PORT ANGELES — Officials are preparing to apply a 6-inch layer of sand to an inside portion of Ediz Hook to test whether a sand cap could be a potential restoration solution.
Commissioners of the Port of Port Angeles, one of five members of the Western Port Angeles Harbor Group, approved the port’s portion of the costs for the project — up to $77,000 — on Tuesday.
“We’re looking at different restoration options and it’s looking like [this] may be a good option on the inside of Ediz Hook,” said Jesse Waknitz, environmental manager for the port.
“Because it’s such a dynamic environment, we want to see if it’s feasible.”
Other members of the group are the city of Port Angeles, Georgia-Pacific LLC, Nippon Paper Industries USA Co. Ltd. and Merrill &Ring, which were identified by the state Department of Ecology as potentially liable parties after pollutants were found in the harbor.
During a 2008 Ecology investigation of the harbor, officials found dioxins, furans, polychlorinated biphenyls, semi-volatile organics such as phenols and phthalates, ammonia and sulfides from decomposing wood debris, and toxic metals such as arsenic, mercury, cadmium and zinc.
Each member of the group is paying 25 percent of the total cost for the project, Waknitz said, except for Nippon and Merrill &Ring, which will pay a combined amount.
To date, all costs to the port associated with this work have been reimbursed by its insurance.
The five parties entered into an agreement with environmental consultant Anchor QEA in December 2013 to provide support and navigate the potential natural resource damage liabilities in Port Angeles Harbor.
The plan is to drop a 6-inch layer of sand on 4,500 square feet of shallow subtidal area where there is wood debris on the inside of Ediz Hook, about 10 feet below sea level.
Monitoring of the cap would begin immediately after construction and would continue through spring 2018.
It would include measuring uniformity and stability of the sand and surveying for invertebrate abundance and sampling of sulfide concentrations in the sand cap.

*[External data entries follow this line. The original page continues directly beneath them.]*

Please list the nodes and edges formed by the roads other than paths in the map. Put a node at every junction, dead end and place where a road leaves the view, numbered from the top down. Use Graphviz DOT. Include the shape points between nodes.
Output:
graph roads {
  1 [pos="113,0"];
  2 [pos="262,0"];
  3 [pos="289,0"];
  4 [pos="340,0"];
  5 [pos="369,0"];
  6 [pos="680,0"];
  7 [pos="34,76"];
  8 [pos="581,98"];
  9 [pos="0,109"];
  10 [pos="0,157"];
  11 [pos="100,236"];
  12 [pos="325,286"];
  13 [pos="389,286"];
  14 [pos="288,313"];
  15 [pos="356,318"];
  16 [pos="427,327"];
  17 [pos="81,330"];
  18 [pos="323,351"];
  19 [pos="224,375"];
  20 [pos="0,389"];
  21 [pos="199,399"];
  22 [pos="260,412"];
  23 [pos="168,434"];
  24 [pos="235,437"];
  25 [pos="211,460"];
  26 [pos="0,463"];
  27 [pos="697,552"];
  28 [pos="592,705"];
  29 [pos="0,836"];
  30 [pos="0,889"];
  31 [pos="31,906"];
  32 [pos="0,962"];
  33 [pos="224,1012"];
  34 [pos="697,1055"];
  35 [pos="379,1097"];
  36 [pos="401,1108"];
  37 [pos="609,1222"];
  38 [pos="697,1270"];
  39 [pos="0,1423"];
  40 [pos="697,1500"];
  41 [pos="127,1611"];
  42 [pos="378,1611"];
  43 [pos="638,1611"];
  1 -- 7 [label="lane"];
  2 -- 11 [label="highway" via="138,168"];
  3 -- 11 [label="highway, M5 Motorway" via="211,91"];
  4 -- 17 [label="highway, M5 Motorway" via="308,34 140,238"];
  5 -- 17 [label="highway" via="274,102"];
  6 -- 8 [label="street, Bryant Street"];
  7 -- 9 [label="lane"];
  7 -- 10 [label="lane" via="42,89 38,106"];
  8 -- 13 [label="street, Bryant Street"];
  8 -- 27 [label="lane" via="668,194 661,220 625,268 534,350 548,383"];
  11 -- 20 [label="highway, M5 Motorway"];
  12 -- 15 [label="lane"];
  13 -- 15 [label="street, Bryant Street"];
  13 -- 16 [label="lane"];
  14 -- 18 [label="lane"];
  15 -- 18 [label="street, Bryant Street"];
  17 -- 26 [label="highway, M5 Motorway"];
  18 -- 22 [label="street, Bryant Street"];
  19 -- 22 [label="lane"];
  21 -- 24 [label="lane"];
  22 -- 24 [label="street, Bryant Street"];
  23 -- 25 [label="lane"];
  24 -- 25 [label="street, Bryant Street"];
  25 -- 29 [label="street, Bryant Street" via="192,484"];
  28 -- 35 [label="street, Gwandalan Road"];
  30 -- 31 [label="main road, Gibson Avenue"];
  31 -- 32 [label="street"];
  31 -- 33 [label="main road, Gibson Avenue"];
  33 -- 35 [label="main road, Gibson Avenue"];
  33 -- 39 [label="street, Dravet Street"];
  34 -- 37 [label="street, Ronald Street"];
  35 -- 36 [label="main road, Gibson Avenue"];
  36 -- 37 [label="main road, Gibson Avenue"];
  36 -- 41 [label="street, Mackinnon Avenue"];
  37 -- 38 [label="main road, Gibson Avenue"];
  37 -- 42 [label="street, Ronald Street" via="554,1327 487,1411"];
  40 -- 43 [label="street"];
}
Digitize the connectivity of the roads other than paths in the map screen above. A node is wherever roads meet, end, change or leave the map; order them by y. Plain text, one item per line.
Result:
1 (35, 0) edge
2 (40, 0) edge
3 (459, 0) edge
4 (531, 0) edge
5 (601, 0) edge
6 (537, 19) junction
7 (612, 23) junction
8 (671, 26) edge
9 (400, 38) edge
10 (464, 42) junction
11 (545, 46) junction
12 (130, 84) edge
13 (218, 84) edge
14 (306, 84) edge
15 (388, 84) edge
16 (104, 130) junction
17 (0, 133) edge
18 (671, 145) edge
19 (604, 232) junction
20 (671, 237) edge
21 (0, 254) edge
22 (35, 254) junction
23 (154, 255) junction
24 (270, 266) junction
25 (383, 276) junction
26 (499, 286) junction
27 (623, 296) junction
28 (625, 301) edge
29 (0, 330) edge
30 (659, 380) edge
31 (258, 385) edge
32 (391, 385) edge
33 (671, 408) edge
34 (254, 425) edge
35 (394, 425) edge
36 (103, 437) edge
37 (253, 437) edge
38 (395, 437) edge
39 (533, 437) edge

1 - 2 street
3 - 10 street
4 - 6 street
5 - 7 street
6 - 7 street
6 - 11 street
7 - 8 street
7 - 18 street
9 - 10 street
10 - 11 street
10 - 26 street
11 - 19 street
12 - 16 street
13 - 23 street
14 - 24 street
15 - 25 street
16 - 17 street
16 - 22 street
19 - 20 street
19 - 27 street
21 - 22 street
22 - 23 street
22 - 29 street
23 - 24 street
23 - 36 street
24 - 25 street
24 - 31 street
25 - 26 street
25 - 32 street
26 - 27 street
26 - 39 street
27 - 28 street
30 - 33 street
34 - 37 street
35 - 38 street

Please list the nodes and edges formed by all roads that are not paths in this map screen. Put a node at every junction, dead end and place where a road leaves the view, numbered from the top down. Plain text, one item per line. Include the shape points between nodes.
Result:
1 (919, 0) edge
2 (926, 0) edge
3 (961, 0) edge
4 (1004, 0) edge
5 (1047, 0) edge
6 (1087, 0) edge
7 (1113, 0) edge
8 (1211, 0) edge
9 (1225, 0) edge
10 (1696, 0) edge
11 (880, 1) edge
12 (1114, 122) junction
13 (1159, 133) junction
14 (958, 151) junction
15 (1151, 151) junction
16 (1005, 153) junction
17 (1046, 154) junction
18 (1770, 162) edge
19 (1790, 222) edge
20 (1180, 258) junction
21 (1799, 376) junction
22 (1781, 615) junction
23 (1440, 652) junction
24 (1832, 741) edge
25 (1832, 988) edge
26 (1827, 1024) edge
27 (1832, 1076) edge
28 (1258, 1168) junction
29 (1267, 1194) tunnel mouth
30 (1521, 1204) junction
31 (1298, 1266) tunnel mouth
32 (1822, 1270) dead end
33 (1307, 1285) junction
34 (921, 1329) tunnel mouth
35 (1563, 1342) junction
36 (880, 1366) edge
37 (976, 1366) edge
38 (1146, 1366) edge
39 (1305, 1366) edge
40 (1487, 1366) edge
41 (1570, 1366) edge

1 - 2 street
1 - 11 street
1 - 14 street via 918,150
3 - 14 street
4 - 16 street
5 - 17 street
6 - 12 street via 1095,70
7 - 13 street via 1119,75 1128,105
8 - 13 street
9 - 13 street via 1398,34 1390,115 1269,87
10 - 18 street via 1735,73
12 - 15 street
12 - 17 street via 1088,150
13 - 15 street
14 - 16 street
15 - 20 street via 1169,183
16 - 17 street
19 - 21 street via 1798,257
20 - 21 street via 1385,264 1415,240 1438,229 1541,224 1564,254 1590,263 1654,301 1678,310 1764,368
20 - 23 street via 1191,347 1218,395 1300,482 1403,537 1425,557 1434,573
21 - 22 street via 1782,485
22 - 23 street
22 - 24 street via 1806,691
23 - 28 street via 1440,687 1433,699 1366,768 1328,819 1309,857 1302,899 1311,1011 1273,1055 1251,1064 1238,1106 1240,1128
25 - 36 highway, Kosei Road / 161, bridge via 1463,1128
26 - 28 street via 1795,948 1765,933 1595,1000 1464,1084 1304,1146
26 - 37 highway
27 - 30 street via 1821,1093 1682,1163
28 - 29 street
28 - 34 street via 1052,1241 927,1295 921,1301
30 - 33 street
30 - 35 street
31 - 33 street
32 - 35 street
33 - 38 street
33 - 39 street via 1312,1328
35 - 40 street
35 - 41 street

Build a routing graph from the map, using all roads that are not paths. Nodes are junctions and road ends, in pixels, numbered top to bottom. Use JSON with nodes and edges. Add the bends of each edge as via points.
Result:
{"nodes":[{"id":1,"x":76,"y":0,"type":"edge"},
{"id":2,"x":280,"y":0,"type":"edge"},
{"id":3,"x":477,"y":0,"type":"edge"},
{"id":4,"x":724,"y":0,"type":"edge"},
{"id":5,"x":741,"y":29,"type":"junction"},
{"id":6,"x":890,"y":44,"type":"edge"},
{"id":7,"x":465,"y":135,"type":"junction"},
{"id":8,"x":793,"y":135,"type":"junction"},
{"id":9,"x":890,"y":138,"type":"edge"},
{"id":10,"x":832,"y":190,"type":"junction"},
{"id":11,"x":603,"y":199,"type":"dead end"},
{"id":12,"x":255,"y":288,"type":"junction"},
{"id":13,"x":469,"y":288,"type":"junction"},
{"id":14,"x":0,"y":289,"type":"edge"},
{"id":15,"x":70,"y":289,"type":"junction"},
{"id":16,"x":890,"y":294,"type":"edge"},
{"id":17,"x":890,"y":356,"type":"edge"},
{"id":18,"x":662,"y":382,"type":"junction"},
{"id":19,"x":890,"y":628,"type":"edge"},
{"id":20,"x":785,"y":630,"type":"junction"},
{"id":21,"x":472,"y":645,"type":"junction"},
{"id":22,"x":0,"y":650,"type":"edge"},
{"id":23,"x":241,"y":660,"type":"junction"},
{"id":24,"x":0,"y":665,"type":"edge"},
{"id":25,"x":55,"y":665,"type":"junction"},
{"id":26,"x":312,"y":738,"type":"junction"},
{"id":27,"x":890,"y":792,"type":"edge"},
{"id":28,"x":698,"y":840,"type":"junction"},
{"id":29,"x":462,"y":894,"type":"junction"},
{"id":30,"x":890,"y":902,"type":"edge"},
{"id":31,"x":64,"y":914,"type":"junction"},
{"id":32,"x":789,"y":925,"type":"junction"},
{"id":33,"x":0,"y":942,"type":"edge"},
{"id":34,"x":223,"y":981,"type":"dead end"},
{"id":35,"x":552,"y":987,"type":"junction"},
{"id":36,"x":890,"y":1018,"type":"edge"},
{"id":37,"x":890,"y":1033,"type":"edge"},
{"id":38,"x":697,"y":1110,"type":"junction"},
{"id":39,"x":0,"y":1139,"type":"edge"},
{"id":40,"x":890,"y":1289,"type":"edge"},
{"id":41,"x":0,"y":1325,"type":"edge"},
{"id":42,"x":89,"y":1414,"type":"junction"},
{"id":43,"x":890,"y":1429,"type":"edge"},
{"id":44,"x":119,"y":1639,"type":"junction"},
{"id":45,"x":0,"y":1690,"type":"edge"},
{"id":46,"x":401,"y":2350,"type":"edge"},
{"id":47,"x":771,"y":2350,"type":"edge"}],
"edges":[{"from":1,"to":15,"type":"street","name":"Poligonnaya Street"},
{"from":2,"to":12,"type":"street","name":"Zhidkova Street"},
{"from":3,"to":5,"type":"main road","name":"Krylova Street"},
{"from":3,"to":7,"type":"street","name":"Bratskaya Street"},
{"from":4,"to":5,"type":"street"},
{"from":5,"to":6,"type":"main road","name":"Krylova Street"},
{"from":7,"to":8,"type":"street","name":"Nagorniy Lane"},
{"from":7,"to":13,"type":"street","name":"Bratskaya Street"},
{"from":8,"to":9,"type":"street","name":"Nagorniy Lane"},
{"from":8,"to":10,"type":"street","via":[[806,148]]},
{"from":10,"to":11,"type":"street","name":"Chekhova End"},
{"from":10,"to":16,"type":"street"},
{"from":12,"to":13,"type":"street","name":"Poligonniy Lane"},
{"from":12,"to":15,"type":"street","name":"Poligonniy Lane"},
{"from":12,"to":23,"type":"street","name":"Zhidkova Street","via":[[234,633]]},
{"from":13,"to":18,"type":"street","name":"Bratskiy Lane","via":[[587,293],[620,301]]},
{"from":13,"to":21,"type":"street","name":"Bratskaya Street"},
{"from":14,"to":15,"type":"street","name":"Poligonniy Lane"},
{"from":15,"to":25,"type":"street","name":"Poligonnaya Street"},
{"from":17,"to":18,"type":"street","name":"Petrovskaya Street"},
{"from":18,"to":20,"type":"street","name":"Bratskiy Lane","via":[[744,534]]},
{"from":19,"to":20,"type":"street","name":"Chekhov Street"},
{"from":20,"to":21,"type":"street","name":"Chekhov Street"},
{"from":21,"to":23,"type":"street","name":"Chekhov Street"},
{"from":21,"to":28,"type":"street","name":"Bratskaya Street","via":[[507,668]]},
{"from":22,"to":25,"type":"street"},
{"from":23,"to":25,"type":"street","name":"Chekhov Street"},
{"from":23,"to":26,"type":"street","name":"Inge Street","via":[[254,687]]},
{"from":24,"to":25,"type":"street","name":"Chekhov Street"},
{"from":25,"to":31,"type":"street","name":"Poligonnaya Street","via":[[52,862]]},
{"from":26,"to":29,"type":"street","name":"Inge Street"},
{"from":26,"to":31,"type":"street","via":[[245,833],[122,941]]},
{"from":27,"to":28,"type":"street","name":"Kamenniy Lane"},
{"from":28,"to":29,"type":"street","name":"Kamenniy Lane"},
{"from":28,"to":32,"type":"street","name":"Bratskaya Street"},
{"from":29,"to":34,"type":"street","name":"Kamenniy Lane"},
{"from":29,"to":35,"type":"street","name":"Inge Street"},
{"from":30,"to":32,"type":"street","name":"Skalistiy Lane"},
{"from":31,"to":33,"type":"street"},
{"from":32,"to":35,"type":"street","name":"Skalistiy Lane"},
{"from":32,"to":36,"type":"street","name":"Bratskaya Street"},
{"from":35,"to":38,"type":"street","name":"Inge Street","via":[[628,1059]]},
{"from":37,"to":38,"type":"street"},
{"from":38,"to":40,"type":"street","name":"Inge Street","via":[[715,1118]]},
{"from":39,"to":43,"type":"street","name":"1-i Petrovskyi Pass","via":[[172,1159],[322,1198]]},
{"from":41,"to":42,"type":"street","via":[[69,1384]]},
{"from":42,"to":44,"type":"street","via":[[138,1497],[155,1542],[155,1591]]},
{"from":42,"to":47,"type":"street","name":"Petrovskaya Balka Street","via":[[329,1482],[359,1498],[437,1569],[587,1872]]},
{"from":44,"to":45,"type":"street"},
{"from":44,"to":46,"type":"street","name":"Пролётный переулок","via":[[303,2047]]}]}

Waknitz said sand caps have been used in other areas for restoration, but because of how dynamic the harbor is, it isn’t known for sure if the idea will work.
He anticipated work would likely start in May. Work will be overseen by Anchor, which will award the contract, he said.
The data would be summarized in a report that will be used by the Western Port Angeles Harbor Group in future negotiations with the Natural Resource Damage Trustee Council on potential restoration actions.
The city of Port Angeles will be the State Environmental Policy Act lead agency for the proposal and will conduct the required environmental review for the city Shoreline Master Program, according to the port.
Efforts to reach City Manager Dan McKeen on Wednesday were unsuccessful.
The project is expected to require permits and approvals from the U.S. Army Corps of Engineers and the state Department of Fish and Wildlife.
Rebecca Lawson, Ecology’s southwest regional manager, said another aspect is to see whether eelgrass will take to the sand.
She said the plan is to use eelgrass removed during the U.S. Navy’s pier project at Ediz Hook and relocate it to the sand cap.
“The trustee council and Western Port Angeles Harbor Group are trying to take advantage of an opportunity to see if this 6-inch sand layer can be used more extensively as part of restoration work,” she said.
Waknitz said that portion is being done by the Lower Elwha Klallam Tribe and is not part of the Western Port Angeles Harbor Group’s work order.
“It’s an opportunity for us to work together,” he said.
Efforts to reach the tribe were unsuccessful Wednesday.